Your instructions:
Word for word, reproduce each line of the data below, omitting every image.

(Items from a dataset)
-- Opening Marker --
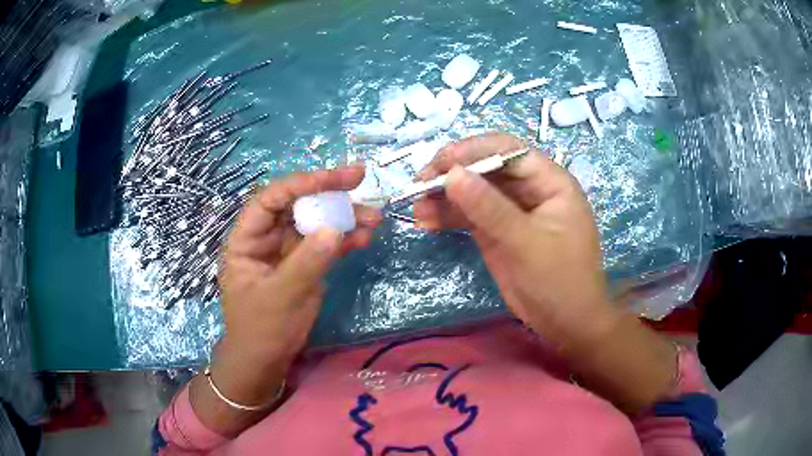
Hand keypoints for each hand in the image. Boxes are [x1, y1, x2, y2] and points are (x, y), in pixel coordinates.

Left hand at [209, 164, 381, 410]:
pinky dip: (345, 240)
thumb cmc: (261, 329)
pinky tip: (365, 238)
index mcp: (247, 239)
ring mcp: (288, 251)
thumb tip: (335, 229)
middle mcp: (267, 238)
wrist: (266, 361)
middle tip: (360, 179)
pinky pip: (325, 245)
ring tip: (374, 217)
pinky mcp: (305, 265)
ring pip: (315, 223)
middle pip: (297, 205)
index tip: (334, 179)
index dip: (301, 184)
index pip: (271, 199)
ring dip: (344, 217)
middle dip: (328, 193)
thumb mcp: (280, 297)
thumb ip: (306, 262)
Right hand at [414, 133, 615, 346]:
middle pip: (487, 168)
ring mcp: (511, 210)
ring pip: (474, 192)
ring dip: (445, 197)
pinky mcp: (497, 231)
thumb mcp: (527, 242)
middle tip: (419, 185)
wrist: (565, 323)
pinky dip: (448, 217)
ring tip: (417, 208)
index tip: (441, 162)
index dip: (474, 151)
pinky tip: (426, 221)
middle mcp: (529, 189)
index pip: (509, 151)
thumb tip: (453, 174)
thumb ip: (490, 208)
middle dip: (453, 174)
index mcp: (549, 181)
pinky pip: (469, 216)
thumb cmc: (559, 279)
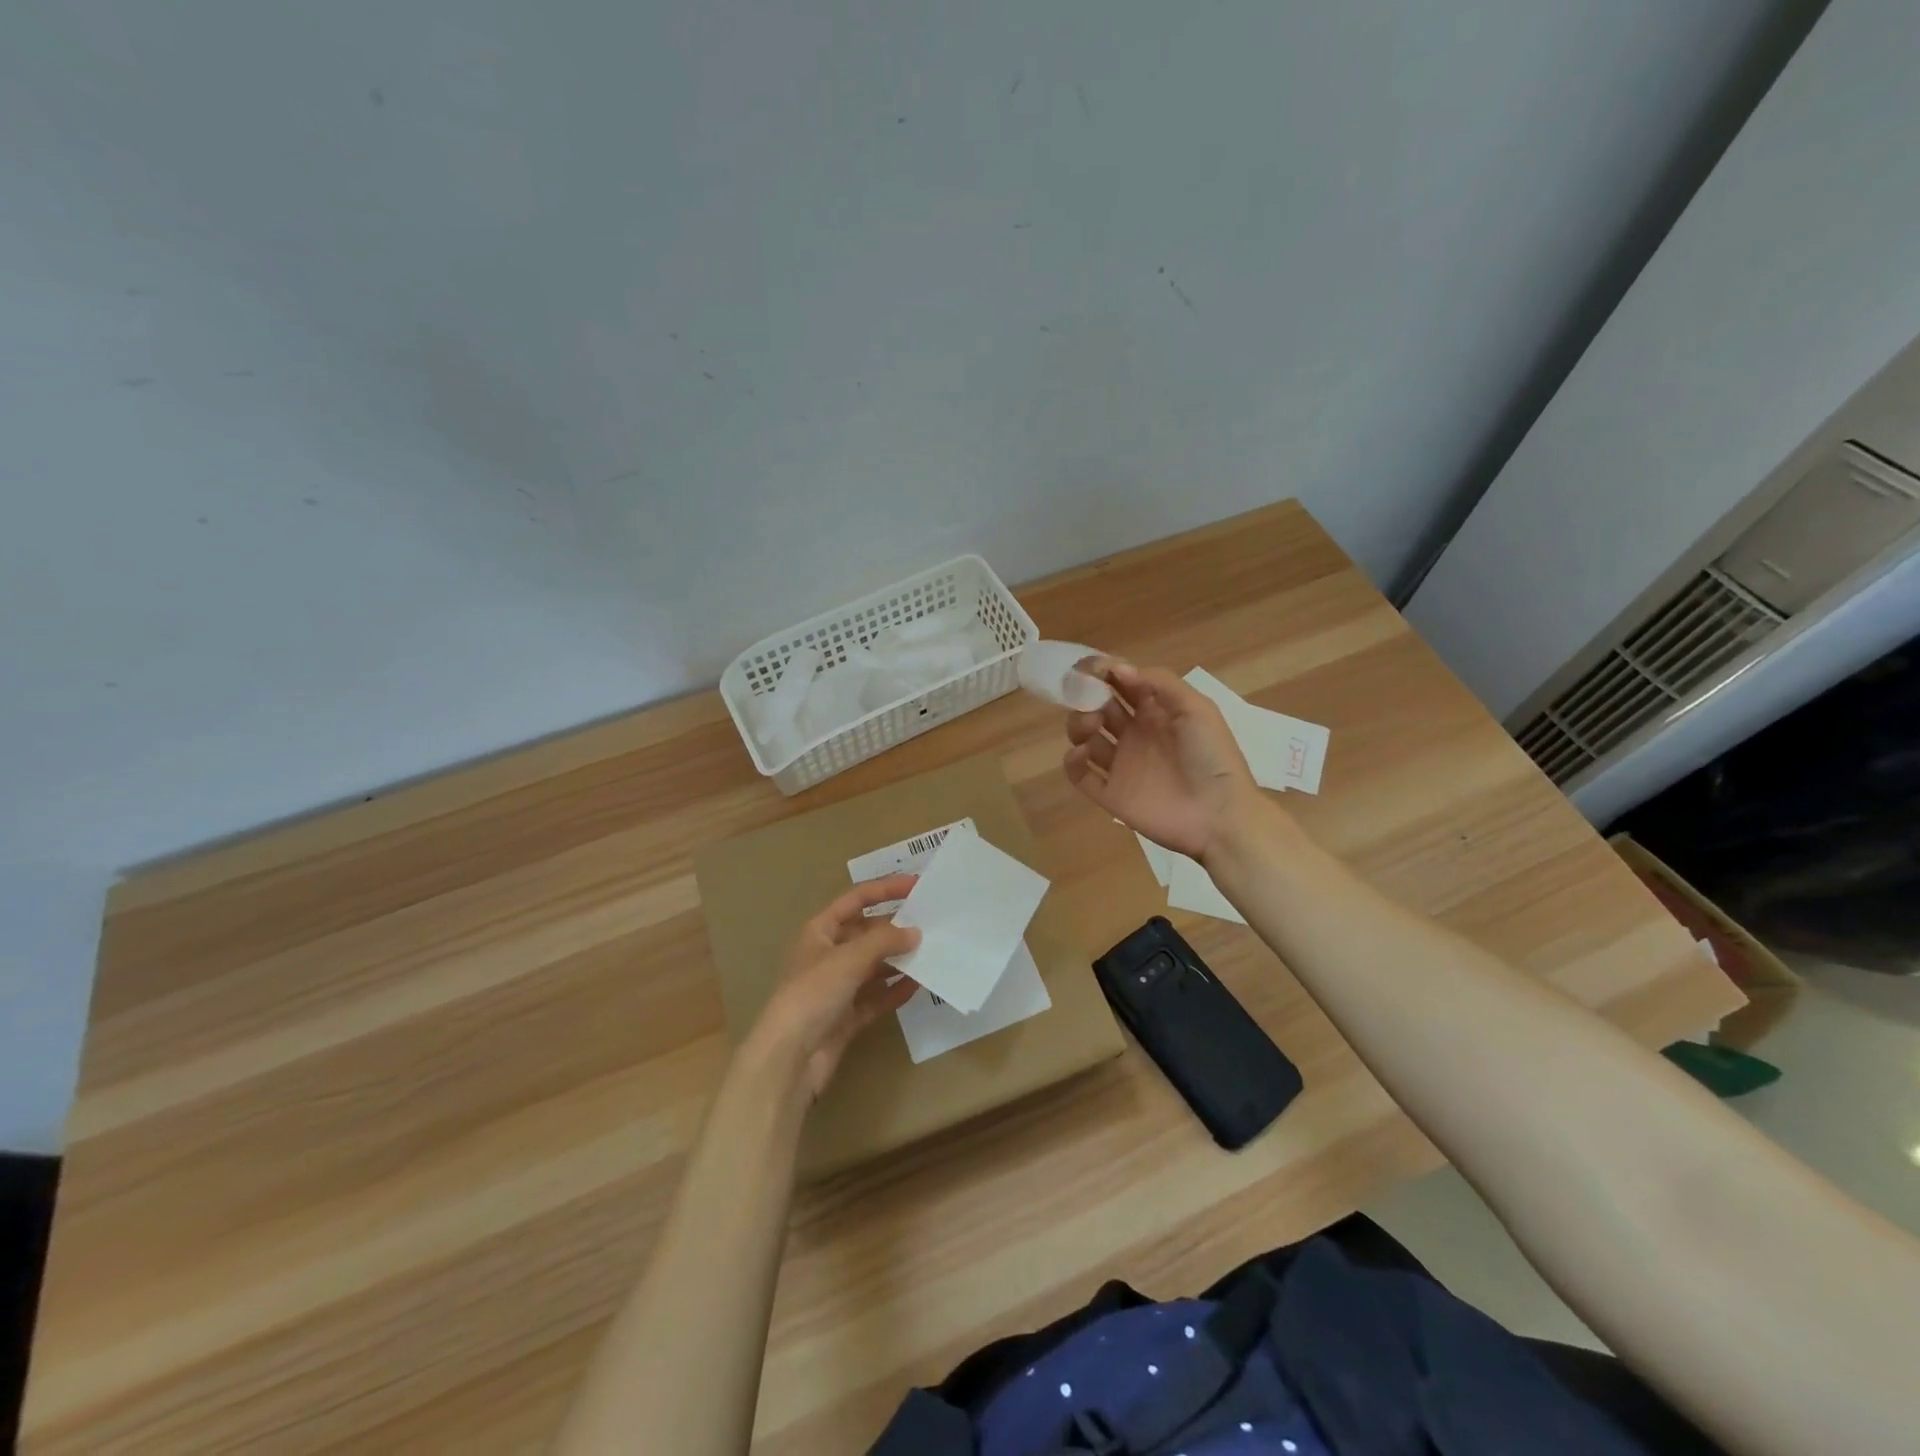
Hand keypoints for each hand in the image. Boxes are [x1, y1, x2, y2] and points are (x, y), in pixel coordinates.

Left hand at [748, 875, 921, 1100]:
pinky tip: (919, 985)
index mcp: (819, 931)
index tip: (916, 886)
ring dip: (899, 960)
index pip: (855, 900)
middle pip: (867, 933)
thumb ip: (884, 941)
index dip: (884, 889)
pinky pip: (876, 996)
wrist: (789, 1057)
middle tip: (931, 923)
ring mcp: (837, 987)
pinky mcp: (846, 1016)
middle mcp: (827, 955)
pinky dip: (895, 990)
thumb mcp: (849, 958)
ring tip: (932, 953)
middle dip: (896, 928)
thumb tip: (915, 933)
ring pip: (874, 966)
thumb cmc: (813, 994)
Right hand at [1063, 658, 1259, 861]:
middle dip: (1087, 695)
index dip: (1104, 672)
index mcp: (1155, 712)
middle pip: (1098, 706)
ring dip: (1079, 723)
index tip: (1090, 667)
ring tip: (1092, 724)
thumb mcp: (1197, 709)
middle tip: (1087, 696)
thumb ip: (1160, 683)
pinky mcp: (1110, 794)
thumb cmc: (1211, 756)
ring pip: (1085, 737)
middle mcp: (1134, 734)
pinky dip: (1072, 762)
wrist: (1219, 815)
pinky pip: (1080, 776)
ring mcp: (1121, 765)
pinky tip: (1083, 753)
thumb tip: (1119, 669)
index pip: (1122, 684)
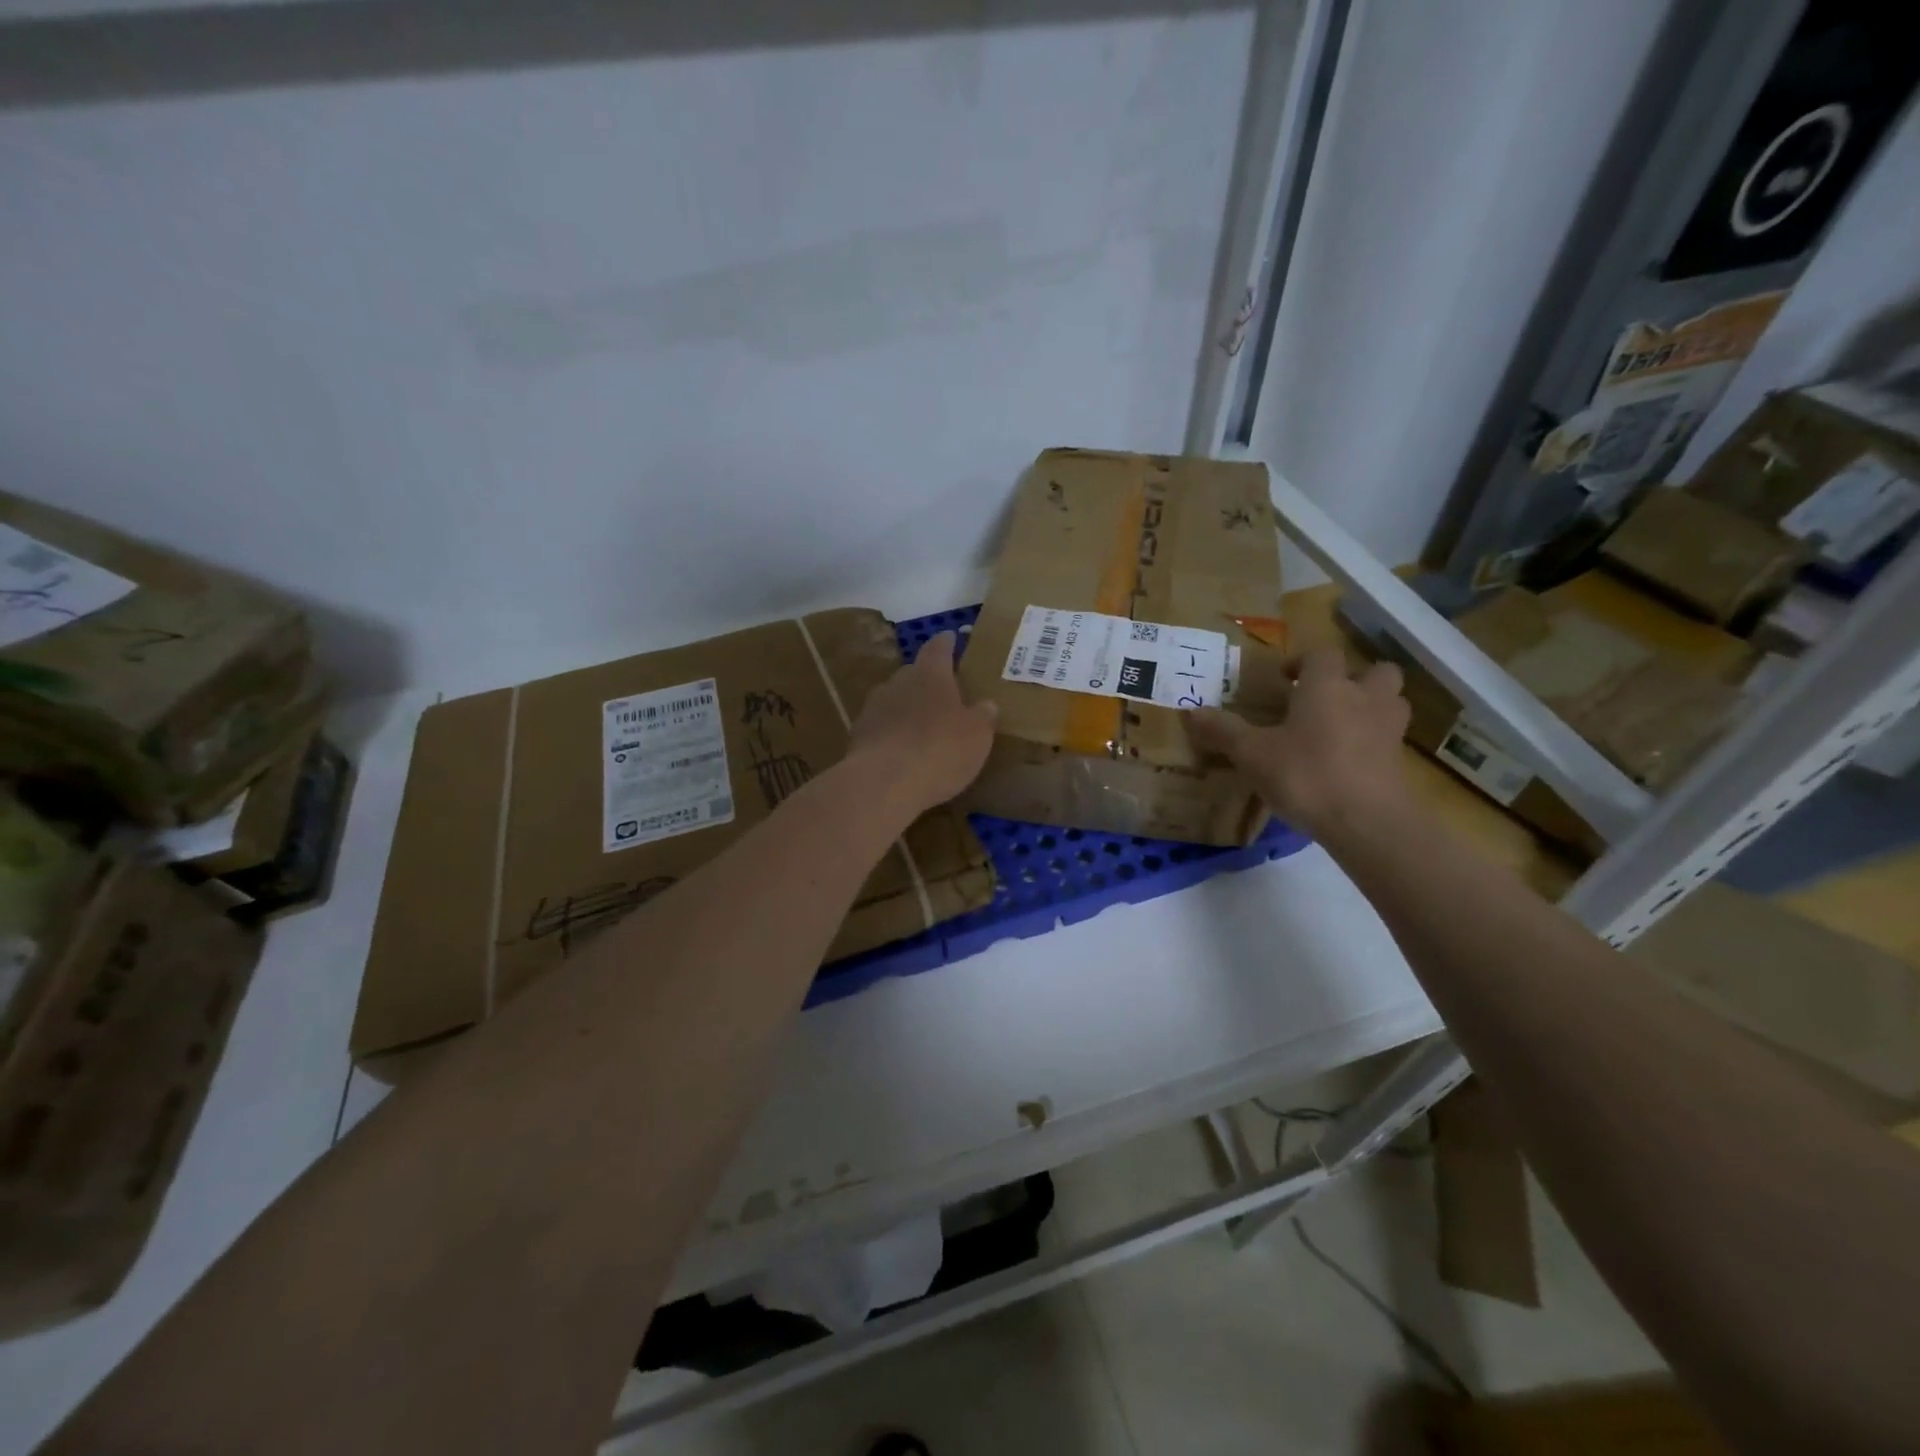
-- Closing Marker --
Reply:
Hand keypoints for each hand in the image. Boxes are [x1, y1, x2, y2] and points are (x, y), in pixel coordinates.

Left hand at [209, 164, 381, 410]:
pinky dip: (345, 240)
thumb cmc: (261, 329)
pinky tip: (365, 238)
index mcp: (247, 239)
ring mcp: (288, 251)
thumb tip: (335, 229)
middle mcp: (267, 238)
wrist: (266, 361)
middle tip: (360, 179)
pinky pip: (325, 245)
ring tip: (374, 217)
pinky mcp: (305, 265)
ring pip: (315, 223)
middle pip: (297, 205)
index tip: (334, 179)
index dip: (301, 184)
index pip: (271, 199)
ring dip: (344, 217)
middle dip: (328, 193)
thumb mcp: (280, 297)
thumb ip: (306, 262)
Right hand at [414, 133, 615, 346]:
middle pip: (487, 168)
ring mcp: (511, 210)
ring pip: (474, 192)
ring dip: (445, 197)
pinky mcp: (497, 231)
thumb mcp: (527, 242)
middle tip: (419, 185)
wrist: (565, 323)
pinky dip: (448, 217)
ring tip: (417, 208)
index tip: (441, 162)
index dip: (474, 151)
pinky tip: (426, 221)
middle mcp: (529, 189)
index pip: (509, 151)
thumb tip: (453, 174)
thumb ip: (490, 208)
middle dip: (453, 174)
index mcp: (549, 181)
pinky pip: (469, 216)
thumb cmc: (559, 279)
Hand keypoints for each hand in the image. Boxes are [x1, y1, x2, y2] and points are (x, y), in pixel coordinates.

Left hand at [748, 875, 921, 1100]:
pinky tip: (919, 985)
index mcp: (819, 931)
index tip: (916, 886)
ring dip: (899, 960)
index pip: (855, 900)
middle pip: (867, 933)
thumb ip: (884, 941)
index dip: (884, 889)
pinky pip: (876, 996)
wrist: (789, 1057)
middle tip: (931, 923)
ring mcp: (837, 987)
pinky mcp: (846, 1016)
middle mcp: (827, 955)
pinky dip: (895, 990)
thumb mcp: (849, 958)
ring tip: (932, 953)
middle dip: (896, 928)
thumb tip: (915, 933)
ring pip: (874, 966)
thumb cmc: (813, 994)
Right hand at [1063, 658, 1259, 861]:
middle dip: (1087, 695)
index dip: (1104, 672)
index mcp: (1155, 712)
middle pip: (1098, 706)
ring dip: (1079, 723)
index tip: (1090, 667)
ring tip: (1092, 724)
thumb mcp: (1197, 709)
middle tip: (1087, 696)
thumb ip: (1160, 683)
pinky mcp: (1110, 794)
thumb cmc: (1211, 756)
ring pip: (1085, 737)
middle mcp: (1134, 734)
pinky dip: (1072, 762)
wrist: (1219, 815)
pinky pip: (1080, 776)
ring mcp: (1121, 765)
pinky tip: (1083, 753)
thumb tip: (1119, 669)
index pip: (1122, 684)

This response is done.